Member of the New York Senate
- In office January 1, 1966 – December 31, 1972
- Preceded by: Thomas J. Mackell
- Succeeded by: Frank Padavan (redistricting)
- Constituency: 9th district (1966); 8th district (1966-1972);

Personal details
- Born: August 14, 1919 Brooklyn, New York
- Died: October 5, 2001 (aged 83) Roslyn, New York
- Party: Democratic
- Spouse: Jeanette Jay
- Children: 2

= Murray Schwartz (politician) =

American politician

Murray Schwartz (August 14, 1919 – October 5, 2001) was an American businessman and politician from New York.

==Life==
He was born on August 14, 1919, in Brooklyn, New York City. He engaged in the distribution of heating oil, and owned several travel agencies. He married Jeanette Jay, and they had two children. They lived in Queens. He entered politics as a Democrat.

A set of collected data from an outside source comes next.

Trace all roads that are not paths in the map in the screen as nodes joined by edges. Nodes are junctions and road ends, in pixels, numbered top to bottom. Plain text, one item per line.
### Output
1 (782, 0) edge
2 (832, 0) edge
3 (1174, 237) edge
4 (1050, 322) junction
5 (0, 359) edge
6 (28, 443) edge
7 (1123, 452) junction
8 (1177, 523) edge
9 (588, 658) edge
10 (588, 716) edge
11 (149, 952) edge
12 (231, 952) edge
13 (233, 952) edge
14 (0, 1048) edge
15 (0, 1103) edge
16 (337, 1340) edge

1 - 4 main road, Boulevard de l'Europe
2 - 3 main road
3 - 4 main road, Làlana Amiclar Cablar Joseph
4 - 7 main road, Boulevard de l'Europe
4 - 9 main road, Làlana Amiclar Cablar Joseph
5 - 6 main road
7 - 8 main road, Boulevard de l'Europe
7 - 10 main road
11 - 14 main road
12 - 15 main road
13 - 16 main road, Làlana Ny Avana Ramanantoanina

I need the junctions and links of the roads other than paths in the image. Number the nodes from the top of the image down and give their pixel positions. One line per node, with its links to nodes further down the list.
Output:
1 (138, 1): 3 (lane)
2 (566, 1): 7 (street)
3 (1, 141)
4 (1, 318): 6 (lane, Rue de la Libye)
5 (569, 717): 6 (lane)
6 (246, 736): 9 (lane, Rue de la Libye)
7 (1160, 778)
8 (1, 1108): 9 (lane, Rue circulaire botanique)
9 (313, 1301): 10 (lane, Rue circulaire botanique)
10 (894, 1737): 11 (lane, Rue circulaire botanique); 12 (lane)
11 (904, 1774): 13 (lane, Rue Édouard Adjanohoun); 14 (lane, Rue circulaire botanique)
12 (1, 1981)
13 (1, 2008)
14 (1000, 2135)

He was a member of the New York State Senate from 1966 to 1972, sitting in the 176th, 177th, 178th and 179th New York State Legislatures. He was defeated for reelection in 1972 by Republican Frank Padavan.

He was New York City Commissioner of Commerce and Industry from 1974 to 1975.

He died on October 5, 2001, at his summer home in Roslyn, New York. He was Jewish.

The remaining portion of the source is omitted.